Two years ago, the Vermont Creative Network began with a similar, better attended conference with a stated purpose: “The Vermont Creative Network is a broad collective of organizations and individuals all sharing a goal to advance Vermont’s creative sector.”
Which sounds a lot like bureaucratese. But, in fact, with this year’s summit, a concrete purpose and path forward began to emerge. The project has the possibility of becoming important to all of Vermont.
Several years ago, inspired by the success of the state’s farm-to-table movement, the Vermont Arts Council decided that approach might have a much wider application. Under the leadership of Zon Eastes, the council’s director of outreach and advancement, the VAC surveyed the state and began formulating a plan.

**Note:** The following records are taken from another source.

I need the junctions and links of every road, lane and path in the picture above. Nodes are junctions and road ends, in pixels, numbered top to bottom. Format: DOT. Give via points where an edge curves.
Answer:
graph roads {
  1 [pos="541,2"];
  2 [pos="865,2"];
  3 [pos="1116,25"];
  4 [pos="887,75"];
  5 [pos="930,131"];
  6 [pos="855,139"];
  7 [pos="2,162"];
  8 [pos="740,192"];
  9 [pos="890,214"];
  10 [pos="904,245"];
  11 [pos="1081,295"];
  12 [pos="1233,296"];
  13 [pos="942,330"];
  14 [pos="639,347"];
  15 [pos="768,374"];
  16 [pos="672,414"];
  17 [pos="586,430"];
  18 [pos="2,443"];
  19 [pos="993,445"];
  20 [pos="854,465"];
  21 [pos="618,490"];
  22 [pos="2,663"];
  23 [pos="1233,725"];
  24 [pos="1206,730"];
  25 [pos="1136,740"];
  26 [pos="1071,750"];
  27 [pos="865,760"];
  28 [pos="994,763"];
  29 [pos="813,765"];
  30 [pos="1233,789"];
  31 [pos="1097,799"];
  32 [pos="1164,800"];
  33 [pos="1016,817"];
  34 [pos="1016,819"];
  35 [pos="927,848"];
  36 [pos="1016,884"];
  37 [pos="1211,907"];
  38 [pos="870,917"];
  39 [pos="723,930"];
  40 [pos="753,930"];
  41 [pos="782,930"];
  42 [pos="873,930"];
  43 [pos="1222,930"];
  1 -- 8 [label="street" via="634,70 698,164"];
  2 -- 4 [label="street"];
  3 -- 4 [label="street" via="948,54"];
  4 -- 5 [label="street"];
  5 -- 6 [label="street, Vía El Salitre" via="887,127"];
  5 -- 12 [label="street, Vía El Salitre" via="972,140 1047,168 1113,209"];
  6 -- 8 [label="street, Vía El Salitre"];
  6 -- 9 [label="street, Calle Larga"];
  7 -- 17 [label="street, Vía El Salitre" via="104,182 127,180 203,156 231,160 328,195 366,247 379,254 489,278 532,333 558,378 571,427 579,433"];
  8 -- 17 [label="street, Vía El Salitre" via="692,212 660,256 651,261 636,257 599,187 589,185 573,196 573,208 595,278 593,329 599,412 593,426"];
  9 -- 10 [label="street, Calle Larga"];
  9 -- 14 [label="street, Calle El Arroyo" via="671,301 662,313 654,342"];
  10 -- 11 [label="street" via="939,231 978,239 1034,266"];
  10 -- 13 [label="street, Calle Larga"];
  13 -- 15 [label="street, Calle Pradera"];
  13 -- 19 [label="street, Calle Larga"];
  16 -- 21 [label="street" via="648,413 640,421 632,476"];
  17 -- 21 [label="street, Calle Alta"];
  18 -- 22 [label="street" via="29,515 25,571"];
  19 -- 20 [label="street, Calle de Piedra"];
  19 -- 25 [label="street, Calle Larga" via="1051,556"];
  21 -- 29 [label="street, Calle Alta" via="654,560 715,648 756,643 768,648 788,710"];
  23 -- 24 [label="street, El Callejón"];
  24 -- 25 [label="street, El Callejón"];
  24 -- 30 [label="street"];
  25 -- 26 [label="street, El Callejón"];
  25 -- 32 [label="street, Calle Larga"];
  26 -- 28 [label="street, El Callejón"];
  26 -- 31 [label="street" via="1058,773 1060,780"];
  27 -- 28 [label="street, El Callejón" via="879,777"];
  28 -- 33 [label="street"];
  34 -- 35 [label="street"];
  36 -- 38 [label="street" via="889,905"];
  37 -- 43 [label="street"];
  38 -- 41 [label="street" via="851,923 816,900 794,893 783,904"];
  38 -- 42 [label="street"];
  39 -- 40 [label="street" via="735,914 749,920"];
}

Notably, all creative types and organizations, not just the usual arts, were included. Still, after the first two-day summit in 2015 at Montpelier’s Vermont College of the Fine Arts, full of discussions, most participants were scratching their heads, asking, “What is this all about?”
Nevertheless, the Vermont Creative Network began percolating. A steering committee was created. Public regional meetings were held around the state, resulting in creation of six regional creative zones, each with its own committee of folks with an investment in creativity. In 2016, a one-day convening summit was held at Montpelier City Hall Arts Center.
Still, many participants weren’t quite sure what they were doing there. With this year’s summit, the real value began to reveal itself. “I actually feel very good,” Eastes told me recently. “We had set up a number of objectives, and we got very close to achieving them. The conversations that I heard were strong and engaged, and I’m looking forward to some next steps.”
Before the summit, the regional zones submitted some 30 different ideas for the summit to focus on. The steering committee selected the three it felt best represented the rest.
“One was investment, the notion of public and private in the creative sector in Vermont,” Eastes said. “The second was Vermont’s identity, not just its brand and marketing it, but how we think of ourselves, how we frame the state of Vermont as we talk to other people about it who might consider visiting or residing here.”
The third was infrastructure. “Hard and soft issues are there,” Eastes said. “Hard meaning physical spaces, and soft meaning policies that make investments into the sector, or incentives for the sector easier to manage.
“Those three issues were addressed throughout the summit,” Eastes said. “We aimed for two large goals — to give people the opportunity to connect with one another. The second large goal was to advance some next-step planning for key policy issues.”
In fact, three different task forces were formed.
“It gives us a blueprint the next steps for the Creative Network,” Eastes said. “What we’re doing is building an infrastructure. The network has a framework of six creative zones, a steering team and a backbone organization, which is the Vermont Arts Council.
“That’s all put in place,” he said. “And we know what some of the next steps need to be, and they have been articulated in our one-year report. And we have some clear next steps for the steering team that might turn into some policy changing activities.”
In fact, what Eastes and the Vermont Creative Network are doing is “herding cats.” They are enabling the arts and creative communities to define their problems and needs and working toward solutions. Together.